Locate every line below that contains the word "down" and copy it.

• [TASK INPUT]:
::::

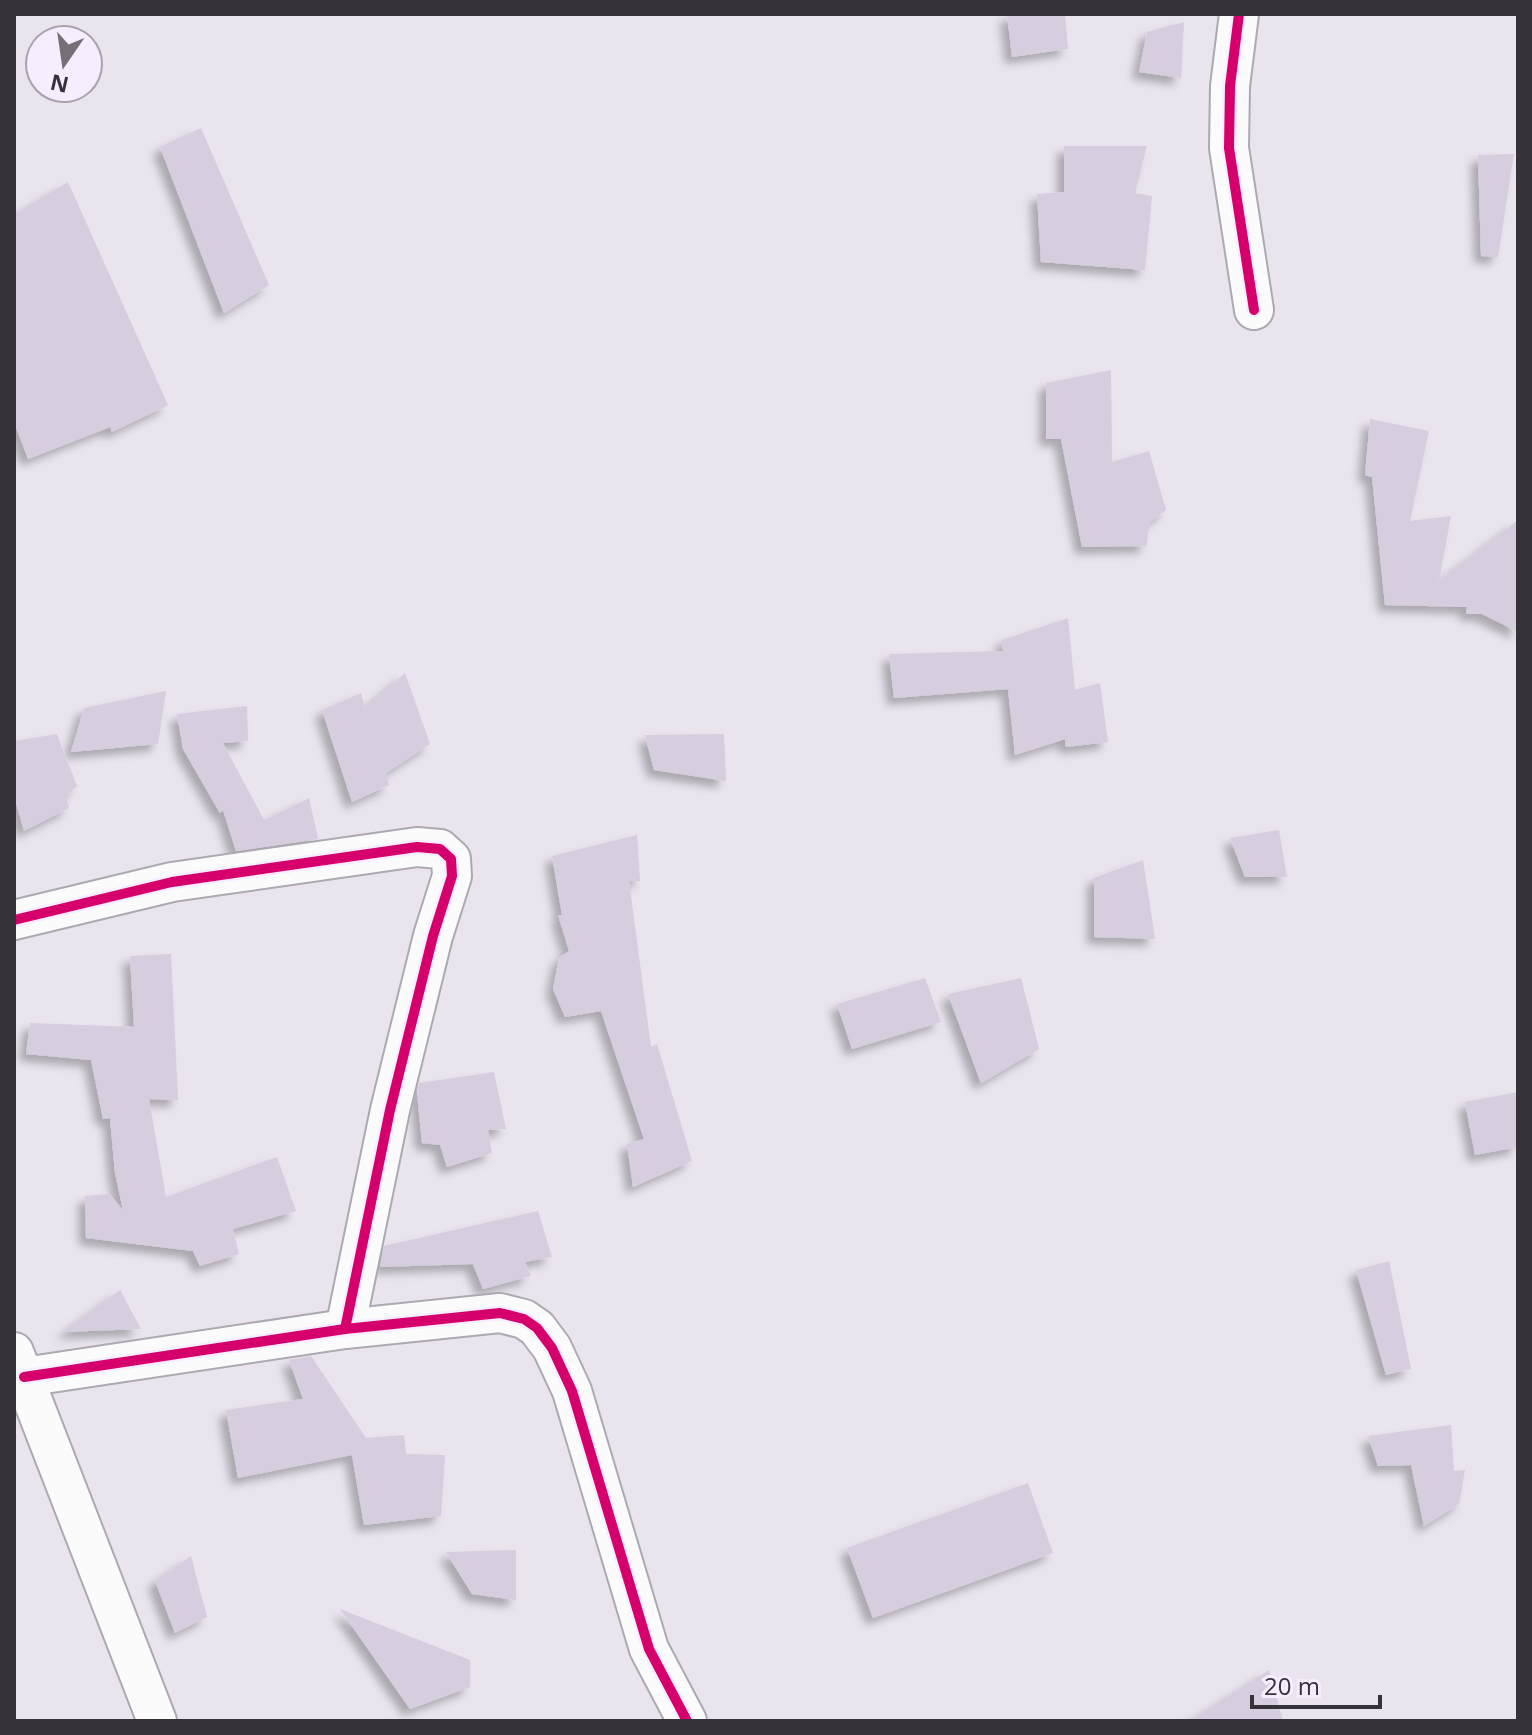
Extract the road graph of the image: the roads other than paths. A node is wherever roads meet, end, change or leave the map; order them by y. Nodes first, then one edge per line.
1 (1239, 14) edge
2 (1254, 310) dead end
3 (14, 920) edge
4 (345, 1329) junction
5 (19, 1364) edge
6 (157, 1721) edge
7 (687, 1721) edge

1 - 2 street
3 - 4 street
4 - 5 street
4 - 7 street
5 - 6 street

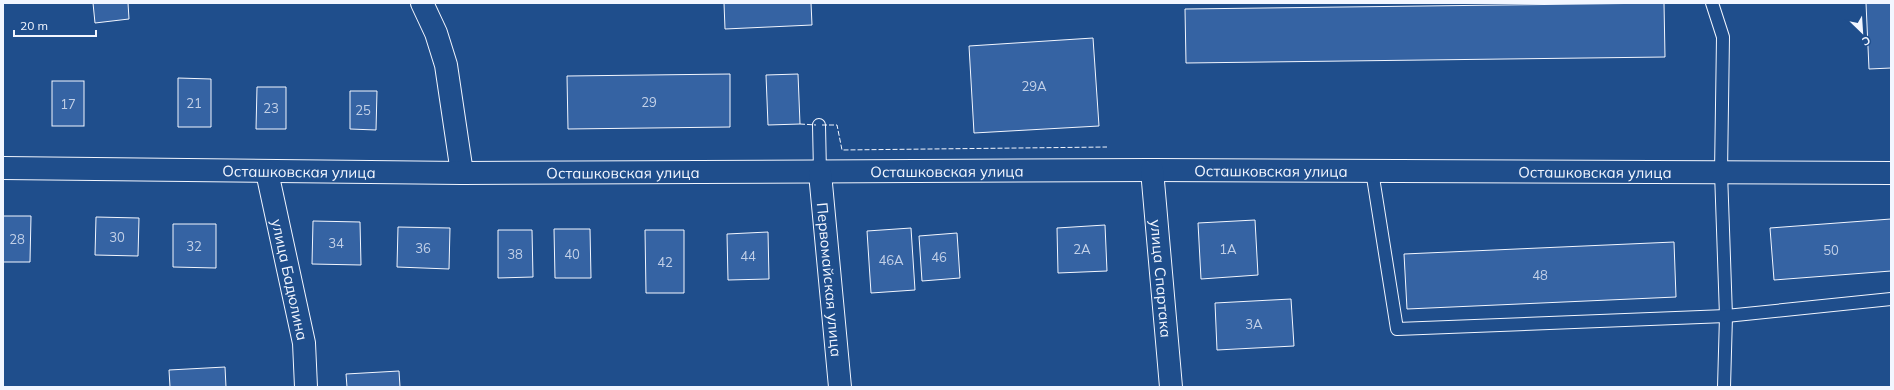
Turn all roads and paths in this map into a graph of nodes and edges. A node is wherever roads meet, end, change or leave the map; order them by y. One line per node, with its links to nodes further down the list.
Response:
1 (422, 3): 9 (street)
2 (1712, 3): 8 (lane)
3 (819, 125): 10 (lane)
4 (3, 168): 7 (street, Осташковская улица)
5 (1152, 170): 6 (street, Осташковская улица); 10 (street, Осташковская улица); 16 (street, улица Спартака)
6 (1372, 171): 8 (street, Осташковская улица); 13 (lane)
7 (267, 172): 9 (street, Осташковская улица); 14 (street, улица Бадюлина)
8 (1721, 172): 11 (street, Осташковская улица); 13 (lane)
9 (462, 173): 10 (street, Осташковская улица)
10 (820, 173): 15 (street, Первомайская улица)
11 (1891, 173)
12 (1891, 299): 13 (lane)
13 (1726, 316): 17 (lane)
14 (306, 387)
15 (840, 387)
16 (1171, 387)
17 (1724, 387)

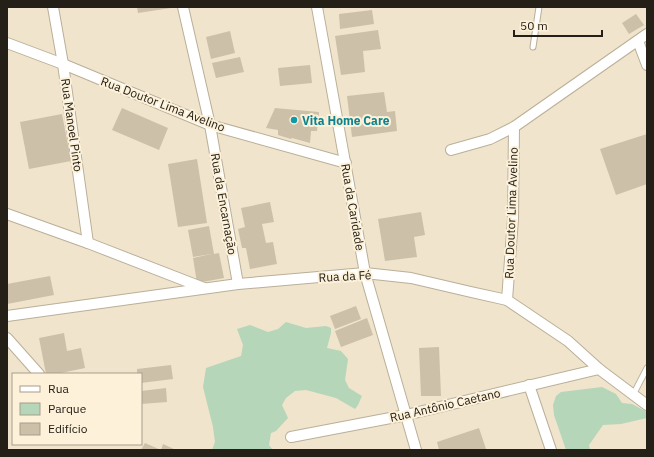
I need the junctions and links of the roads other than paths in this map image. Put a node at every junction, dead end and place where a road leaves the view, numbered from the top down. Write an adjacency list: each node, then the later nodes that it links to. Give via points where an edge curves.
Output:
1 (53, 7): 9 (street, Rua Manoel Pinto)
2 (183, 7): 11 (street, Rua da Encarnação)
3 (317, 7): 14 (street, Rua da Caridade)
4 (540, 7): 8 (lane)
5 (647, 34): 6 (street, Rua Doutor Lima Avelino)
6 (638, 41): 10 (street); 12 (street, Rua Doutor Lima Avelino)
7 (7, 43): 9 (street, Rua Doutor Lima Avelino)
8 (533, 47)
9 (63, 64): 11 (street, Rua Doutor Lima Avelino); 16 (street, Rua Manoel Pinto)
10 (647, 64)
11 (210, 125): 14 (street, Rua Doutor Lima Avelino); 18 (street, Rua da Encarnação)
12 (514, 126): 13 (street, Rua Doutor Lima Avelino, via 490,139); 20 (street, Rua Doutor Lima Avelino, via 513,219)
13 (451, 150)
14 (346, 163): 17 (street, Rua da Caridade)
15 (7, 214): 16 (street)
16 (88, 243): 19 (street)
17 (365, 273): 18 (street, Rua da Fé); 20 (street, Rua da Fé, via 411,278); 29 (street, Rua da Caridade)
18 (238, 284): 19 (street, Rua da Fé)
19 (205, 288): 21 (street, Rua da Fé)
20 (507, 300): 24 (street, Rua da Fé, via 568,341)
21 (7, 316)
22 (7, 338): 25 (street)
23 (647, 368): 27 (lane)
24 (599, 369): 26 (street, Rua Antônio Caetano); 27 (street, Rua da Fé)
25 (38, 373)
26 (529, 385): 29 (street, Rua Antônio Caetano); 32 (street)
27 (633, 395): 28 (street, Rua da Fé)
28 (647, 405)
29 (406, 414): 30 (street, Rua Antônio Caetano); 31 (street, Rua da Caridade)
30 (291, 437)
31 (416, 450)
32 (551, 450)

::::

• [RESULT]:
Turn all roads and paths in this map into a graph of nodes and edges. A node is wherever roads meet, end, change or leave the map; order them by y. One line per node, with its links to nodes further down the list.
I need the junctions and links of the roads other than paths in this map image. Put a node at every junction, dead end and place where a road leaves the view, numbered from the top down. Write an adjacency list: each node, then the later nodes that it links to. Give via points where an edge curves.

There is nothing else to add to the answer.